Liz Claiborne (NYSE:LIZ) doesn't get too much attention these days, unlike some of its higher-profile rivals in the retail space. Given that the company reported earnings last week that dunked the stock by about 7%, maybe it's time to take a glance at the retailer.

First-quarter earnings at Liz Claiborne increased 4.8% to $71 million, or $0.62 per diluted share. Net sales rose a respectable 9.9% to $1.21 billion. As for the details that investors might want to keep in mind, inventories increased 12.2% on a year-over-year basis, while cash decreased and long-term debt increased by a shade compared with this time last year.

I have to admit, Liz Claiborne hasn't been a stock I've paid much attention to in the past.
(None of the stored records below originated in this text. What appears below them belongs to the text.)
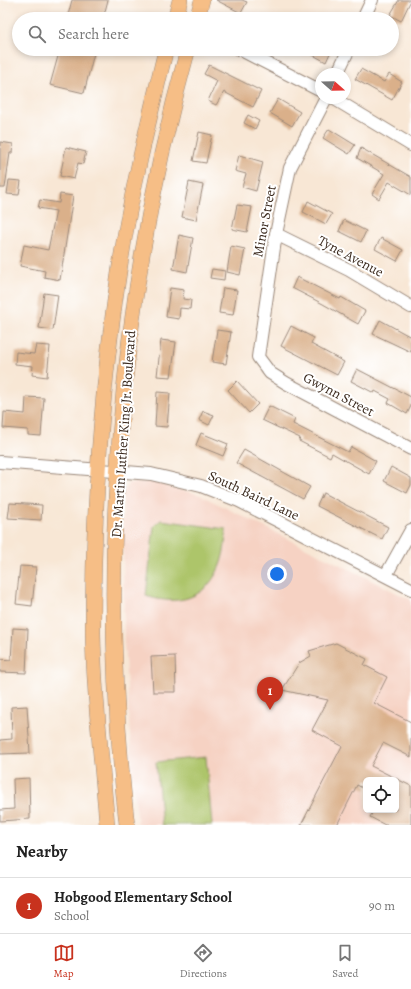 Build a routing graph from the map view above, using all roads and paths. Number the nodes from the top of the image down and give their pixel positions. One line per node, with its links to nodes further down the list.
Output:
1 (180, 0): 4 (main road)
2 (202, 0): 5 (main road)
3 (372, 0): 6 (street)
4 (178, 12)
5 (199, 12)
6 (366, 12)
7 (164, 56): 21 (main road, Dr. Martin Luther King Jr. Boulevard)
8 (186, 56): 22 (main road, Dr. Martin Luther King Jr. Boulevard)
9 (253, 56): 12 (street)
10 (346, 56): 11 (street)
11 (340, 68)
12 (315, 88)
13 (323, 104): 16 (street, Minor Street)
14 (343, 104): 15 (street)
15 (411, 145)
16 (276, 234): 17 (street, Tyne Avenue); 18 (street, Minor Street)
17 (411, 307)
18 (258, 357): 19 (street, Gwynn Street)
19 (411, 449)
20 (0, 462): 21 (street, South Baird Lane)
21 (98, 470): 22 (street, South Baird Lane); 26 (main road, Dr. Martin Luther King Jr. Boulevard)
22 (118, 471): 24 (street, South Baird Lane); 27 (main road, Dr. Martin Luther King Jr. Boulevard)
23 (411, 530): 24 (street)
24 (386, 575): 25 (street, South Baird Lane)
25 (411, 589)
26 (107, 825)
27 (127, 825) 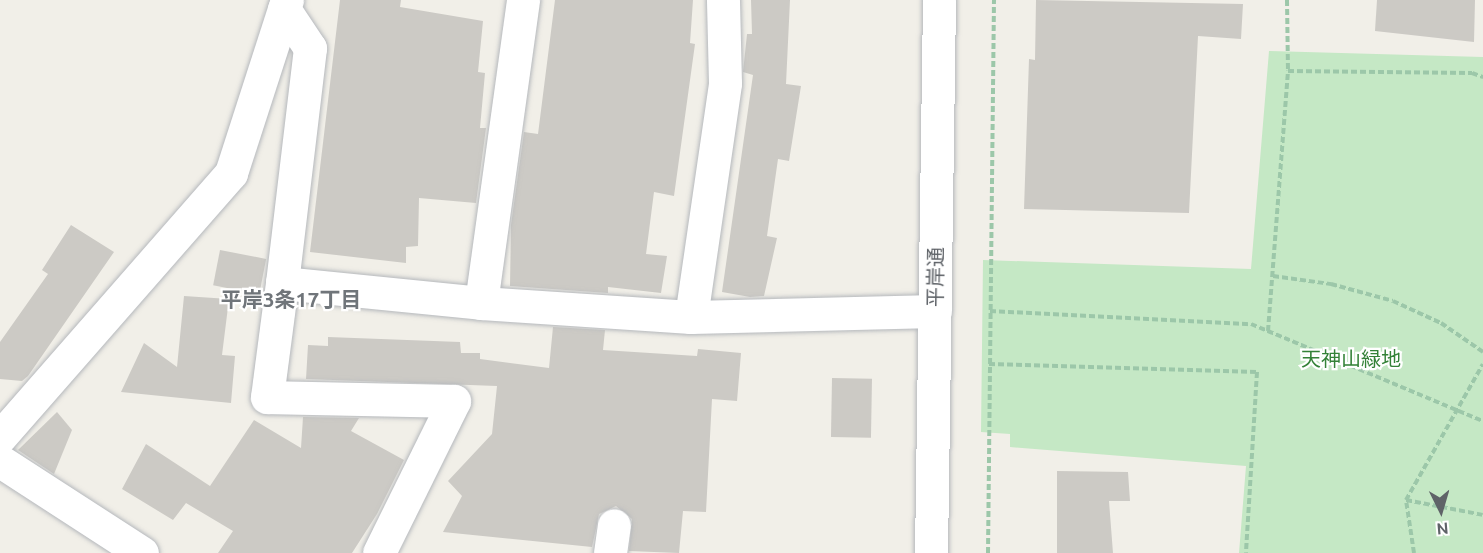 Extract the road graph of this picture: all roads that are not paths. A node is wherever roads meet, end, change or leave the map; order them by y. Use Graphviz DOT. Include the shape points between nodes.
graph roads {
  1 [pos="523,0"];
  2 [pos="723,0"];
  3 [pos="939,0"];
  4 [pos="285,4"];
  5 [pos="282,283"];
  6 [pos="481,303"];
  7 [pos="935,311"];
  8 [pos="691,317"];
  9 [pos="0,437"];
  10 [pos="0,461"];
  11 [pos="142,553"];
  12 [pos="379,553"];
  13 [pos="931,553"];
  1 -- 6 [label="street"];
  2 -- 8 [label="street" via="725,83"];
  3 -- 7 [label="street, 平岸通"];
  4 -- 5 [label="street" via="310,48"];
  4 -- 9 [label="street" via="231,173"];
  5 -- 6 [label="street"];
  5 -- 12 [label="street" via="267,397 454,401"];
  6 -- 8 [label="street"];
  7 -- 8 [label="street"];
  7 -- 13 [label="street, 平岸通"];
  10 -- 11 [label="street"];
}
But little did I realize that the company owns a whole lot of other brands beyond the obvious ones, such the as Juicy Couture clothing line, which seemed to be all over the place last summer. Other brands under the Liz Claiborne umbrella include DKNY Jeans, Lucky Brand, Emma James, and Crazy Horse, to name a few.

A peek into the conference call also reveals some interesting attitudes and trends that investors might want to consider. The company's chairman and CEO mentioned the consolidation going on in the retail industry and the subsequent distractions from some of its customers: "For sure, it means companies like ours will have to proceed very gingerly to avoid getting hung out to dry by well-meaning but distracted merchants who may not be in total control of their own destiny."
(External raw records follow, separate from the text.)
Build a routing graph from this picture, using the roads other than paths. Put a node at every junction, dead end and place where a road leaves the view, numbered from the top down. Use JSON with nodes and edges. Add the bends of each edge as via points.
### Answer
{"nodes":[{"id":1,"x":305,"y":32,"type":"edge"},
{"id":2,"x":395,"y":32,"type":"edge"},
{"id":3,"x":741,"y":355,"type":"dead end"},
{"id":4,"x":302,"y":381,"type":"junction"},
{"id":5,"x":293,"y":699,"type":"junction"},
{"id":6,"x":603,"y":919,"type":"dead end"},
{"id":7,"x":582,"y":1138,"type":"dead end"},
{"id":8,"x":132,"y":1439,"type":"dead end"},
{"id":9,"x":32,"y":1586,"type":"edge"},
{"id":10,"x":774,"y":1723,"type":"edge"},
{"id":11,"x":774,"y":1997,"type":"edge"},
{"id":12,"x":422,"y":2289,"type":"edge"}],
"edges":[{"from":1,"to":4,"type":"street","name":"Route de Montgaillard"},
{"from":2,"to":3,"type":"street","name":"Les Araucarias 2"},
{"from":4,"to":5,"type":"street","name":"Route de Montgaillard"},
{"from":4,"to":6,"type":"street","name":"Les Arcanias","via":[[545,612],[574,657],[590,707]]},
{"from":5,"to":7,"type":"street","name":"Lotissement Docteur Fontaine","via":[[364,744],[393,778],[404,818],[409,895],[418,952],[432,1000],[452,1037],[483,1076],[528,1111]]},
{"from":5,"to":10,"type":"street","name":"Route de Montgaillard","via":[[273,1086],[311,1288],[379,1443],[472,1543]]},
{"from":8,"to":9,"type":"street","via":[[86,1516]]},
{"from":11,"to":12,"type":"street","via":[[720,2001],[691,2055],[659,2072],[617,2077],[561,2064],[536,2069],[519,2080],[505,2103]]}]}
Indeed, department-store retail has been in flux for quite some time, as shoppers have seemed to increasingly flee to high-end retailers, discounters, or boutiques as opposed to some of the middle-of-the-road department stores that sell many of Liz Claiborne's wares. The company said that it saw these changes coming, and that was the impetus for its acquisition of brands. (In addition, Liz Claiborne and some of its brands, like Elisabeth, have their own storefronts in addition to being featured in department stores.)

The company also said in its conference call that it is the "quintessential boomer brand," although we all know that that's an area gearing up to be fraught with competition. Chico's (NYSE:CHS) has successfully wooed older women out of the department stores, while Motley Fool Stock Advisor pick Gap (NYSE:GPS) plans a new retail concept called Forth & Towne to cater to that demographic -- one that many argue is currently underserved. But underserved or not, it's worthwhile to note that the core Liz Claiborne brand declined, sales-wise.
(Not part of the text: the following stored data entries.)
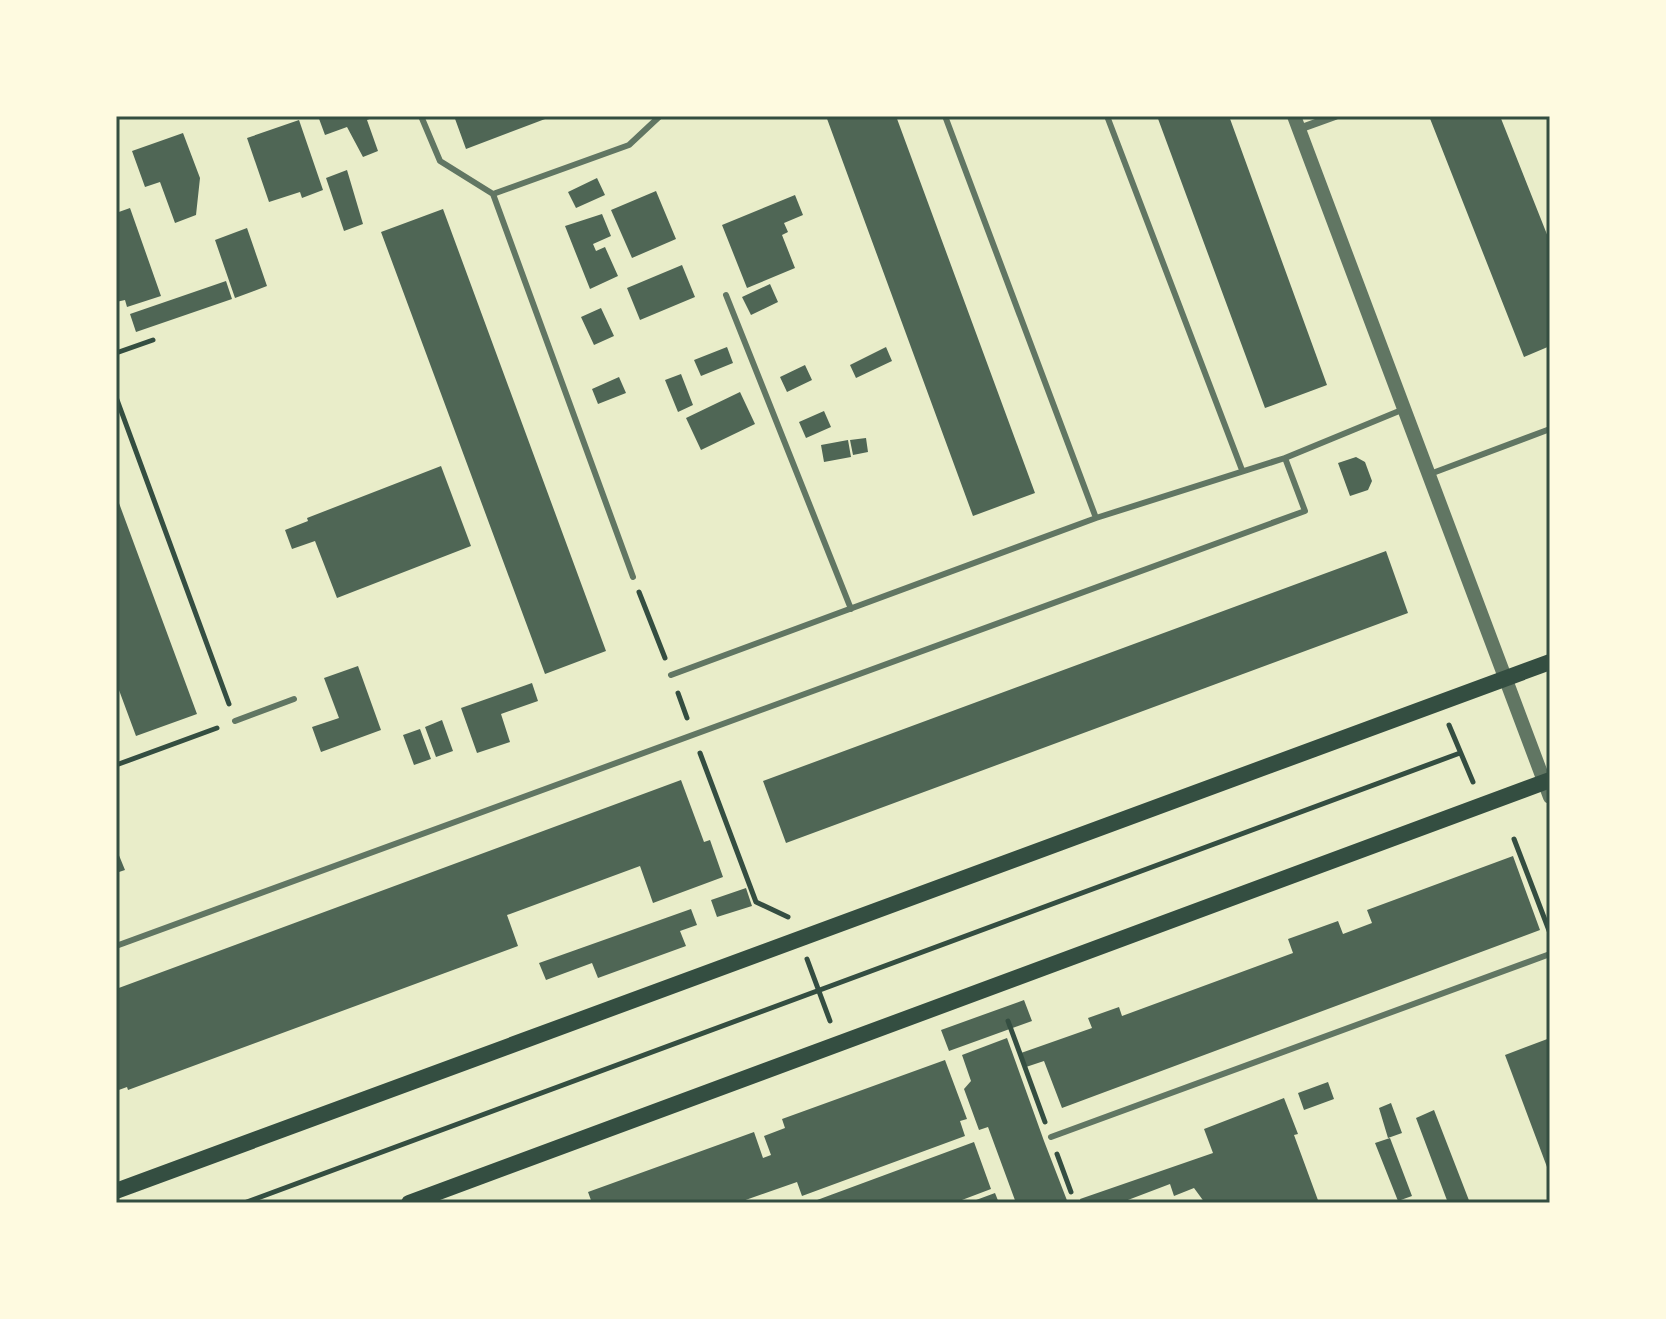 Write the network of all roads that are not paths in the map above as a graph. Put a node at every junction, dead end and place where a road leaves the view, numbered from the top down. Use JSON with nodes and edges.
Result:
{"nodes":[{"id":1,"x":421,"y":116,"type":"edge"},
{"id":2,"x":660,"y":116,"type":"edge"},
{"id":3,"x":945,"y":116,"type":"edge"},
{"id":4,"x":1107,"y":116,"type":"edge"},
{"id":5,"x":1335,"y":116,"type":"edge"},
{"id":6,"x":1297,"y":123,"type":"edge"},
{"id":7,"x":493,"y":194,"type":"junction"},
{"id":8,"x":726,"y":295,"type":"dead end"},
{"id":9,"x":1404,"y":409,"type":"junction"},
{"id":10,"x":1550,"y":429,"type":"edge"},
{"id":11,"x":1285,"y":458,"type":"junction"},
{"id":12,"x":1242,"y":470,"type":"junction"},
{"id":13,"x":1430,"y":475,"type":"junction"},
{"id":14,"x":1096,"y":518,"type":"junction"},
{"id":15,"x":633,"y":577,"type":"road end"},
{"id":16,"x":851,"y":609,"type":"junction"},
{"id":17,"x":1550,"y":662,"type":"edge"},
{"id":18,"x":671,"y":675,"type":"road end"},
{"id":19,"x":1508,"y":678,"type":"junction"},
{"id":20,"x":294,"y":699,"type":"dead end"},
{"id":21,"x":235,"y":721,"type":"road end"},
{"id":22,"x":1548,"y":786,"type":"edge"},
{"id":23,"x":116,"y":946,"type":"edge"},
{"id":24,"x":1550,"y":954,"type":"edge"},
{"id":25,"x":1051,"y":1137,"type":"road end"},
{"id":26,"x":116,"y":1191,"type":"edge"},
{"id":27,"x":409,"y":1203,"type":"edge"}],
"edges":[{"from":1,"to":7,"type":"lane"},
{"from":2,"to":7,"type":"lane"},
{"from":3,"to":14,"type":"lane"},
{"from":4,"to":12,"type":"lane"},
{"from":5,"to":6,"type":"street"},
{"from":6,"to":9,"type":"street"},
{"from":7,"to":15,"type":"lane"},
{"from":8,"to":16,"type":"lane"},
{"from":9,"to":11,"type":"lane"},
{"from":9,"to":13,"type":"street"},
{"from":10,"to":13,"type":"lane"},
{"from":11,"to":12,"type":"lane"},
{"from":11,"to":23,"type":"lane"},
{"from":12,"to":14,"type":"lane"},
{"from":13,"to":19,"type":"street"},
{"from":14,"to":16,"type":"lane"},
{"from":16,"to":18,"type":"lane"},
{"from":17,"to":19,"type":"main road"},
{"from":19,"to":22,"type":"street"},
{"from":19,"to":26,"type":"main road"},
{"from":20,"to":21,"type":"lane"},
{"from":22,"to":27,"type":"main road"},
{"from":24,"to":25,"type":"lane"}]}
Liz Claiborne's share price got clobbered last week on the rather lackluster -- what the company called "conservative" -- view for the second quarter. The company's shares may be worth a look, considering that they trade at a P/E of 12, and a forward P/E of 11, a ratio much less than those of rivals like Ann Taylor (NYSE:ANN), and Chico's, for example. However, it's clear that there are a lot of aspects to consider before latching on to Liz.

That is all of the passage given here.